⟨
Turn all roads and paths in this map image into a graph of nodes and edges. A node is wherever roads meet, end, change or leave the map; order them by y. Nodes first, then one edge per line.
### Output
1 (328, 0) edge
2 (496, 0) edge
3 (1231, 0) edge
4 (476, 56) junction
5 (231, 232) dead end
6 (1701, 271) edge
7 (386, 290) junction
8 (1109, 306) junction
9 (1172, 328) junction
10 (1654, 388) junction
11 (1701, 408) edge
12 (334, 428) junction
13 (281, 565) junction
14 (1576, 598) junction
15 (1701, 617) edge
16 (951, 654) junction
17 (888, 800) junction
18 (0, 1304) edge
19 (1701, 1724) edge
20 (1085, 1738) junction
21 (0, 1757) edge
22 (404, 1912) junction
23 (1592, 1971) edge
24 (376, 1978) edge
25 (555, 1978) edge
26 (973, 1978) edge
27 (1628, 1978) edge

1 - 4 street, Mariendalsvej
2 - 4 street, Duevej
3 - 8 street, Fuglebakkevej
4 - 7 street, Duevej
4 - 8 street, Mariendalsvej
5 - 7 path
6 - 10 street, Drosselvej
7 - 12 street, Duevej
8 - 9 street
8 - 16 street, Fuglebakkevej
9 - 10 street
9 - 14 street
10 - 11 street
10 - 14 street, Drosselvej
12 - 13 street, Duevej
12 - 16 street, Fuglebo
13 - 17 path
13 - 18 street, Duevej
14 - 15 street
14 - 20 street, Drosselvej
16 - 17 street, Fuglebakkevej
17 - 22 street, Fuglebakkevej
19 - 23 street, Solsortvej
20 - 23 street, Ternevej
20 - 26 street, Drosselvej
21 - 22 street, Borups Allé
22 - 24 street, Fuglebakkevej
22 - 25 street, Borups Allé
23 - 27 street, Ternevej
⟩
• WHAT IS REQUIRED:
All of the material shown above should be written out exactly.

• WORKED SOLUTION:
Turn all roads and paths in this map image into a graph of nodes and edges. A node is wherever roads meet, end, change or leave the map; order them by y. Nodes first, then one edge per line.
### Output
1 (328, 0) edge
2 (496, 0) edge
3 (1231, 0) edge
4 (476, 56) junction
5 (231, 232) dead end
6 (1701, 271) edge
7 (386, 290) junction
8 (1109, 306) junction
9 (1172, 328) junction
10 (1654, 388) junction
11 (1701, 408) edge
12 (334, 428) junction
13 (281, 565) junction
14 (1576, 598) junction
15 (1701, 617) edge
16 (951, 654) junction
17 (888, 800) junction
18 (0, 1304) edge
19 (1701, 1724) edge
20 (1085, 1738) junction
21 (0, 1757) edge
22 (404, 1912) junction
23 (1592, 1971) edge
24 (376, 1978) edge
25 (555, 1978) edge
26 (973, 1978) edge
27 (1628, 1978) edge

1 - 4 street, Mariendalsvej
2 - 4 street, Duevej
3 - 8 street, Fuglebakkevej
4 - 7 street, Duevej
4 - 8 street, Mariendalsvej
5 - 7 path
6 - 10 street, Drosselvej
7 - 12 street, Duevej
8 - 9 street
8 - 16 street, Fuglebakkevej
9 - 10 street
9 - 14 street
10 - 11 street
10 - 14 street, Drosselvej
12 - 13 street, Duevej
12 - 16 street, Fuglebo
13 - 17 path
13 - 18 street, Duevej
14 - 15 street
14 - 20 street, Drosselvej
16 - 17 street, Fuglebakkevej
17 - 22 street, Fuglebakkevej
19 - 23 street, Solsortvej
20 - 23 street, Ternevej
20 - 26 street, Drosselvej
21 - 22 street, Borups Allé
22 - 24 street, Fuglebakkevej
22 - 25 street, Borups Allé
23 - 27 street, Ternevej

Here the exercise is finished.